Copyright (c) The New York Times Company [August 11, 2013]
Review by Booklist Review

*Starred Review* To historians, the real T. E. Lawrence is as fascinating as the cinematic version in Lawrence of Arabia is to movie fans. The many reasons interlock and tighten author Anderson's narrative, yielding a work that can absorb scholarly and popular interest like. Start with Lawrence's WWI memoir, Seven Pillars of Wisdom (1922). A rare-book collectible, it inspired many of the scenes in David Lean's film and is also subject to cross-referencing interpretations of Lawrence's veracity. For lyrical though Lawrence could be about Arab leaders and desert landscapes, he could also be enigmatically opaque about the truth of his role in events. Accordingly, Anderson embeds Lawrence and Seven Pillars in the wider context of the Arab revolt against Turkey, and that context is the British, French, German, and American diplomacy and espionage intended to influence the postwar disposition of the territories of the Ottoman Empire. Lawrence was Britain's agent in this game, and the other powers' agents, although none enjoy his historical celebrity, assume prominence in Anderson's presentation. Its thorough research clothed in smoothly written prose, Anderson's history strikes a perfect balance between scope and detail about a remarkable and mysterious character.--Taylor, Gilbert Copyright 2010 Booklist

From Booklist, Copyright (c) American Library Association. Used with permission.
Review by Publisher's Weekly Review

Justifying this addition to the mountain of works on T.E. Lawrence, fabled war correspondent Anderson (The Man Who Tried to Save the World) reasons that "Lawrence was both eyewitness to and participant in some of the most pivotal events leading to the creation of the modern Middle East... a corner of the earth where even the simplest assertion is dissected and parsed and argued over." Too many biographers of Lawrence, he suggests, have let political biases and academic hobbyhorses overshadow their work. Anderson's own experience in some of the world's most chaotic places allows him to speak with authority in his portrayal, at once critical and appreciative, of Lawrence and other larger-than-life individuals who left their mark on the region. A flair for the dramatic makes even the dullest historical moments redolent of palace intrigue and imperialist hubris. Readers seeking to understand why turmoil has been so omnipresent in the Middle East will benefit from Anderson's easy prose, which makes liberal use of primary sources and research, but reads like a political thriller. The central message seems as relevant today as it was a century ago: revolutions whose success is dependent on the patronage of external powers come at a high price-a "loss of autonomy" and an influx of foreign carpetbaggers who show little concern for the inhabitants of the newly "free" land. Agent: Sloan Harris, ICM. (Aug. 6) (c) Copyright PWxyz, LLC. All rights reserved.

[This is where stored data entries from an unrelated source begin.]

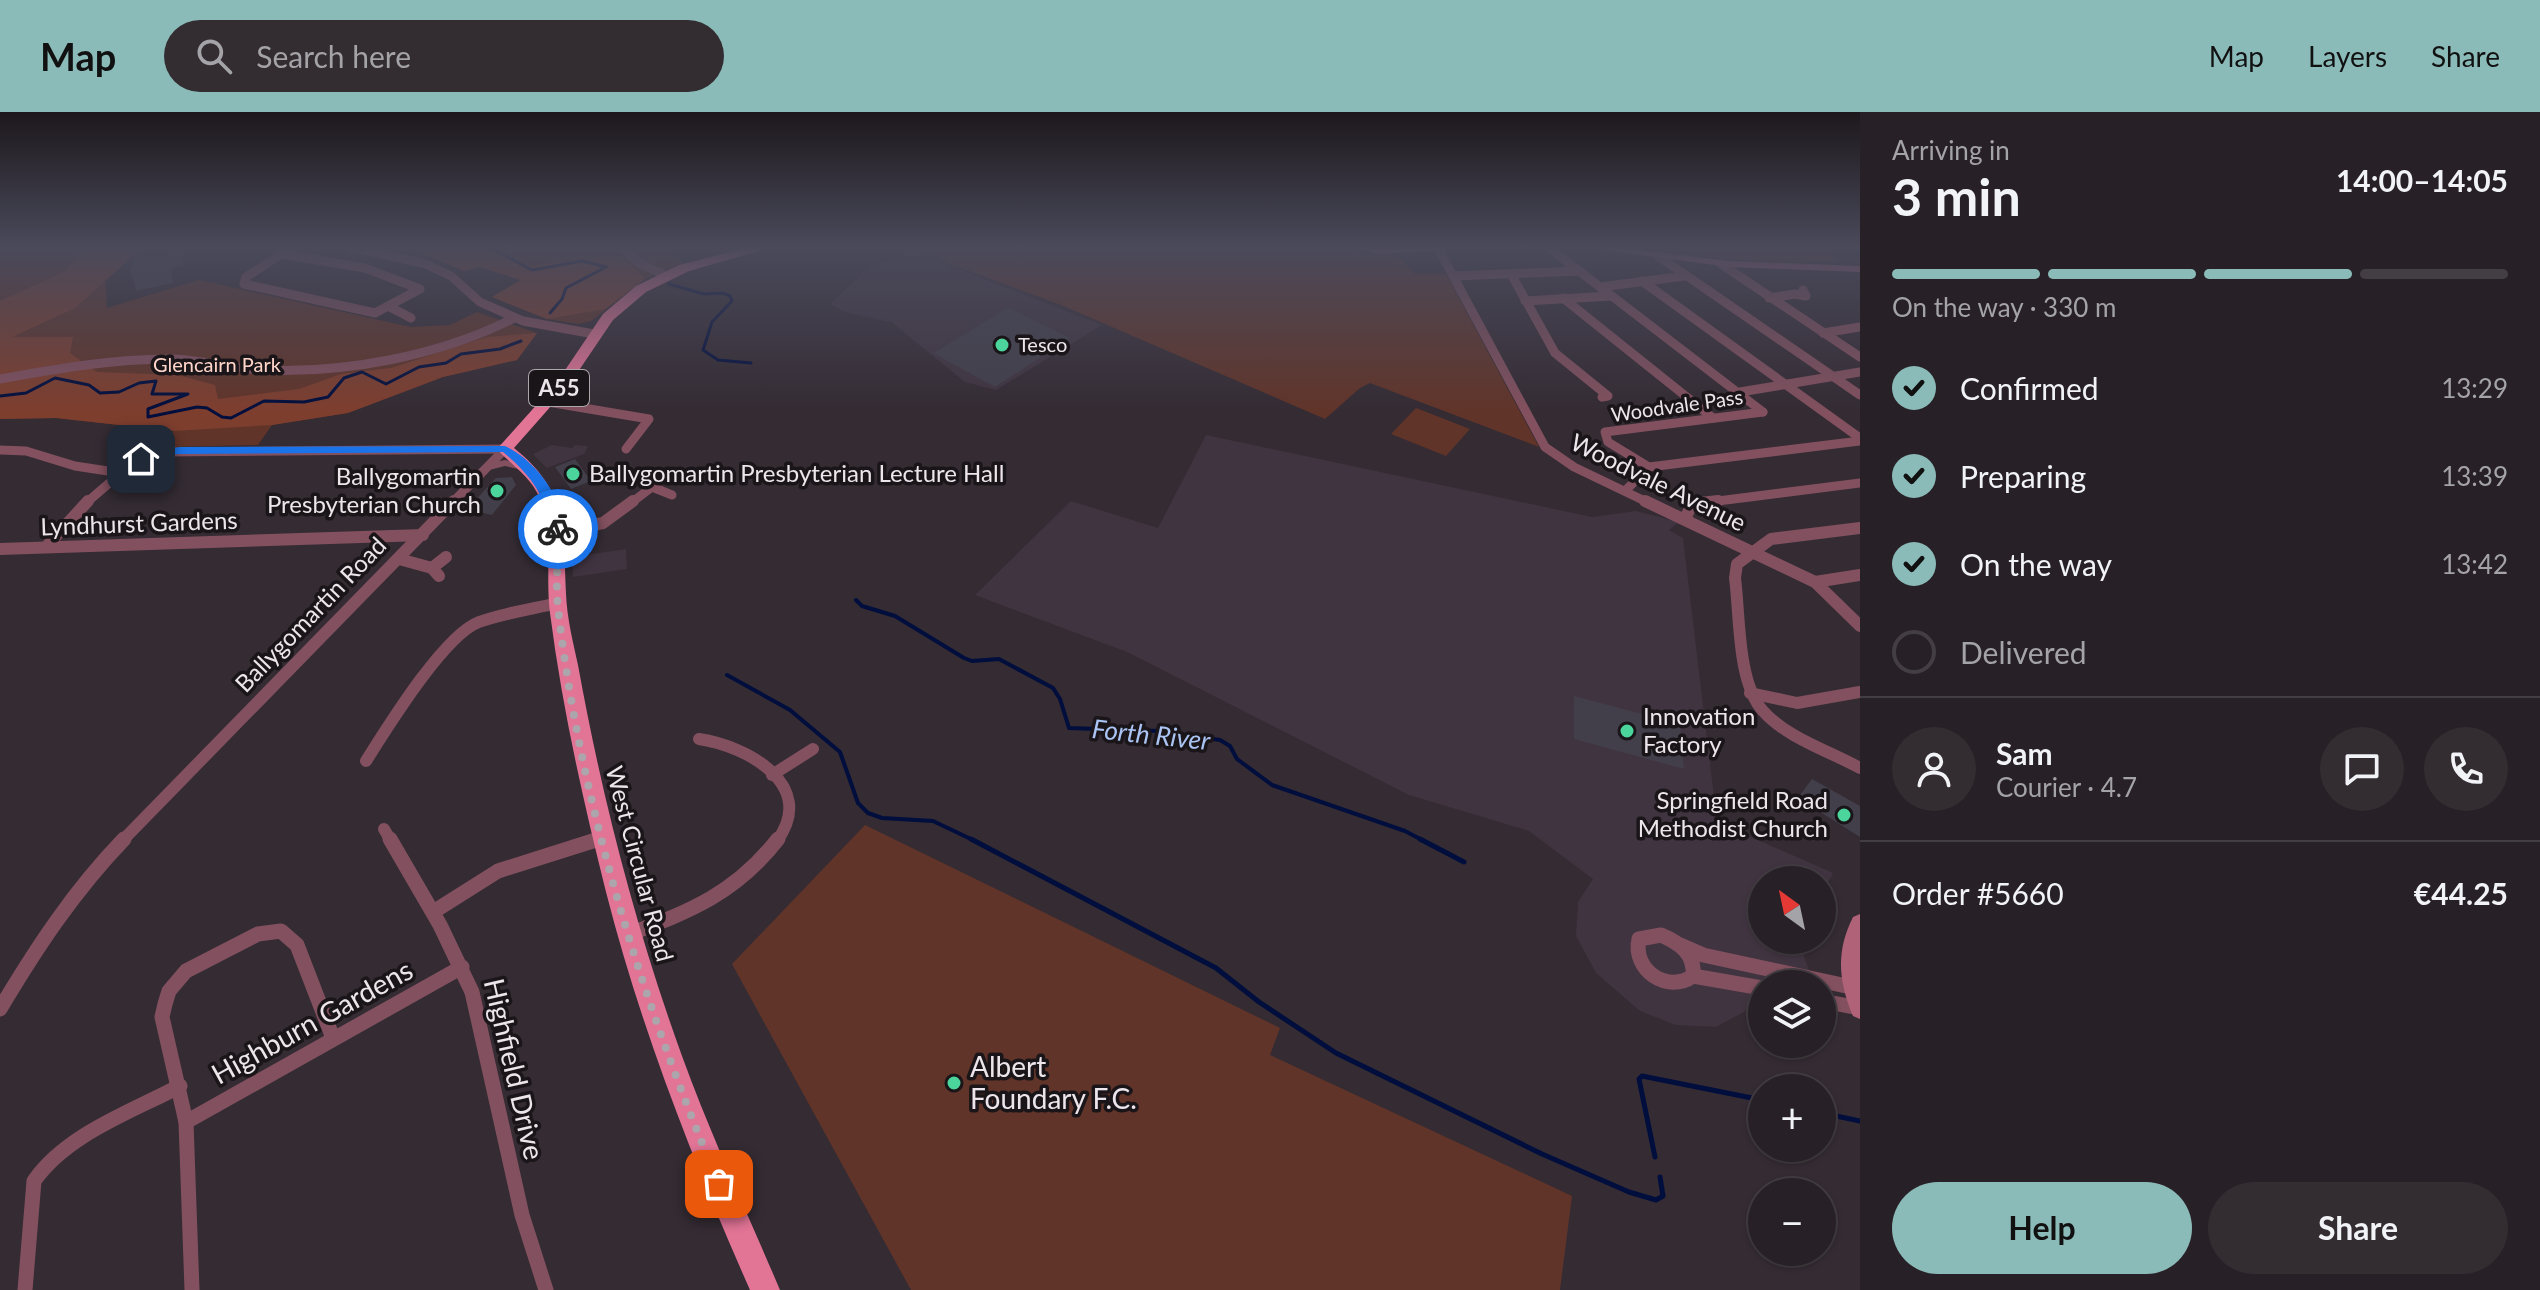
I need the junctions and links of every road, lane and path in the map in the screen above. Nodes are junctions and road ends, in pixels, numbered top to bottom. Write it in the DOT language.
graph roads {
  1 [pos="320,302"];
  2 [pos="399,302"];
  3 [pos="480,302"];
  4 [pos="626,302"];
  5 [pos="1469,302"];
  6 [pos="1526,302"];
  7 [pos="1568,302"];
  8 [pos="1619,302"];
  9 [pos="1671,302"];
  10 [pos="1723,302"];
  11 [pos="1775,302"];
  12 [pos="390,307"];
  13 [pos="411,318"];
  14 [pos="514,318"];
  15 [pos="605,321"];
  16 [pos="1860,327"];
  17 [pos="567,331"];
  18 [pos="1823,333"];
  19 [pos="594,334"];
  20 [pos="1860,357"];
  21 [pos="1860,372"];
  22 [pos="1833,377"];
  23 [pos="0,379"];
  24 [pos="1785,384"];
  25 [pos="1740,392"];
  26 [pos="1860,395"];
  27 [pos="1602,397"];
  28 [pos="548,402"];
  29 [pos="1713,418"];
  30 [pos="1860,440"];
  31 [pos="626,449"];
  32 [pos="0,450"];
  33 [pos="497,458"];
  34 [pos="1649,467"];
  35 [pos="121,473"];
  36 [pos="1860,483"];
  37 [pos="1625,491"];
  38 [pos="672,495"];
  39 [pos="1685,519"];
  40 [pos="1860,528"];
  41 [pos="558,532"];
  42 [pos="423,535"];
  43 [pos="46,547"];
  44 [pos="0,549"];
  45 [pos="1752,551"];
  46 [pos="446,557"];
  47 [pos="399,559"];
  48 [pos="1860,575"];
  49 [pos="1815,582"];
  50 [pos="558,603"];
  51 [pos="1860,626"];
  52 [pos="1860,692"];
  53 [pos="1750,693"];
  54 [pos="699,739"];
  55 [pos="813,749"];
  56 [pos="366,761"];
  57 [pos="1860,768"];
  58 [pos="772,775"];
  59 [pos="384,829"];
  60 [pos="602,838"];
  61 [pos="433,912"];
  62 [pos="1860,923"];
  63 [pos="629,934"];
  64 [pos="1680,945"];
  65 [pos="462,967"];
  66 [pos="1693,976"];
  67 [pos="1748,986"];
  68 [pos="1856,987"];
  69 [pos="1836,1004"];
  70 [pos="1860,1008"];
  71 [pos="0,1009"];
  72 [pos="333,1038"];
  73 [pos="180,1086"];
  74 [pos="186,1122"];
  75 [pos="25,1290"];
  76 [pos="192,1290"];
  77 [pos="546,1290"];
  78 [pos="765,1290"];
  1 -- 12 [label="street"];
  2 -- 12 [label="street"];
  3 -- 14 [label="street"];
  4 -- 15 [label="highway, Ballygomartin Road / A55"];
  5 -- 37 [label="street, Woodvale Avenue"];
  6 -- 27 [label="street"];
  7 -- 29 [label="street"];
  8 -- 25 [label="street"];
  9 -- 24 [label="street"];
  10 -- 22 [label="street"];
  11 -- 18 [label="street"];
  12 -- 13 [label="street"];
  14 -- 17 [label="street"];
  14 -- 23 [label="street"];
  15 -- 17 [label="street"];
  15 -- 19 [label="highway, Ballygomartin Road / A55"];
  16 -- 18 [label="street"];
  17 -- 19 [label="street"];
  18 -- 20 [label="street"];
  19 -- 28 [label="highway, Ballygomartin Road / A55"];
  21 -- 22 [label="street"];
  22 -- 24 [label="street"];
  22 -- 26 [label="street"];
  24 -- 25 [label="street"];
  24 -- 30 [label="street"];
  25 -- 29 [label="street, Woodvale Pass"];
  28 -- 31 [label="street"];
  28 -- 33 [label="highway, Ballygomartin Road / A55"];
  29 -- 34 [label="street, Woodvale Pass"];
  30 -- 34 [label="street"];
  32 -- 35 [label="street"];
  33 -- 35 [label="street"];
  33 -- 41 [label="highway, West Circular Road"];
  33 -- 42 [label="street, Ballygomartin Road"];
  34 -- 37 [label="street"];
  35 -- 43 [label="street"];
  36 -- 39 [label="street"];
  37 -- 39 [label="street, Woodvale Avenue"];
  38 -- 41 [label="street"];
  39 -- 45 [label="street, Woodvale Avenue"];
  40 -- 45 [label="street"];
  41 -- 50 [label="highway, West Circular Road"];
  42 -- 43 [label="street, Lyndhurst Gardens"];
  42 -- 47 [label="street, Ballygomartin Road"];
  43 -- 44 [label="street, Lyndhurst Gardens"];
  45 -- 49 [label="street, Woodvale Avenue"];
  45 -- 53 [label="street"];
  46 -- 47 [label="street"];
  47 -- 71 [label="street, Ballygomartin Road"];
  48 -- 49 [label="street"];
  49 -- 51 [label="street, Woodvale Avenue"];
  50 -- 56 [label="street"];
  50 -- 60 [label="highway, West Circular Road"];
  52 -- 53 [label="street"];
  53 -- 57 [label="street"];
  54 -- 58 [label="street"];
  55 -- 58 [label="street"];
  58 -- 63 [label="street"];
  59 -- 61 [label="street, Highfield Drive"];
  60 -- 61 [label="street"];
  60 -- 63 [label="highway, West Circular Road"];
  61 -- 65 [label="street, Highfield Drive"];
  62 -- 68 [label="main road"];
  63 -- 78 [label="highway, West Circular Road"];
  64 -- 66 [label="street"];
  64 -- 66 [label="street"];
  64 -- 68 [label="street"];
  65 -- 72 [label="street, Highburn Gardens"];
  65 -- 77 [label="street, Highfield Drive"];
  66 -- 67 [label="street"];
  68 -- 70 [label="main road"];
  69 -- 70 [label="street"];
  72 -- 73 [label="street"];
  72 -- 74 [label="street, Highburn Gardens"];
  73 -- 74 [label="street"];
  73 -- 75 [label="street"];
  74 -- 76 [label="street"];
}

(c) Copyright PWxyz, LLC. All rights reserved
Review by Library Journal Review

Anderson's (The Man Who Tried To Save the World) fun and informative popular history chronicles T.E. Lawrence's experiences in Arabia before, during, and immediately after World War I. Similar in style and quality to Erik Larson's Devil in the White City, this work tells as well the stories of three other spies: a Palestinian Zionist, a German agitator, and an American oil company employee. Their tales weave in and out of Lawrence's narrative and are also used to show what was happening in other areas of the Ottoman front of the war. Anderson takes a grounded middle view of Lawrence, staying away from the more sensational theories others have presented, making sure to differentiate between what is known and what is merely supposed. Lawrence's tale includes extensive political and military conflict related clearly and excitingly and illustrates how a "sideshow of a sideshow" has so affected the politics of the Middle East and, through it, the world. Malcom Hilgartner's clear reading allows the well-paced writing to deliver an engrossing experience. VERDICT Highly recommended for public libraries and readers who like war history or popular history. ["With strong and insightful writing, using T.E. Lawrence as a window onto the tragic history of World War I and its settlement in the Middle East, Anderson makes this complicated history both vivid and engaging," read the starred review of the Doubleday hc, LJ 6/15/13.]-Tristan M. Boyd, Westbank Community Lib., Austin, TX (c) Copyright 2013. Library Journals LLC, a wholly owned subsidiary of Media Source, Inc. No redistribution permitted.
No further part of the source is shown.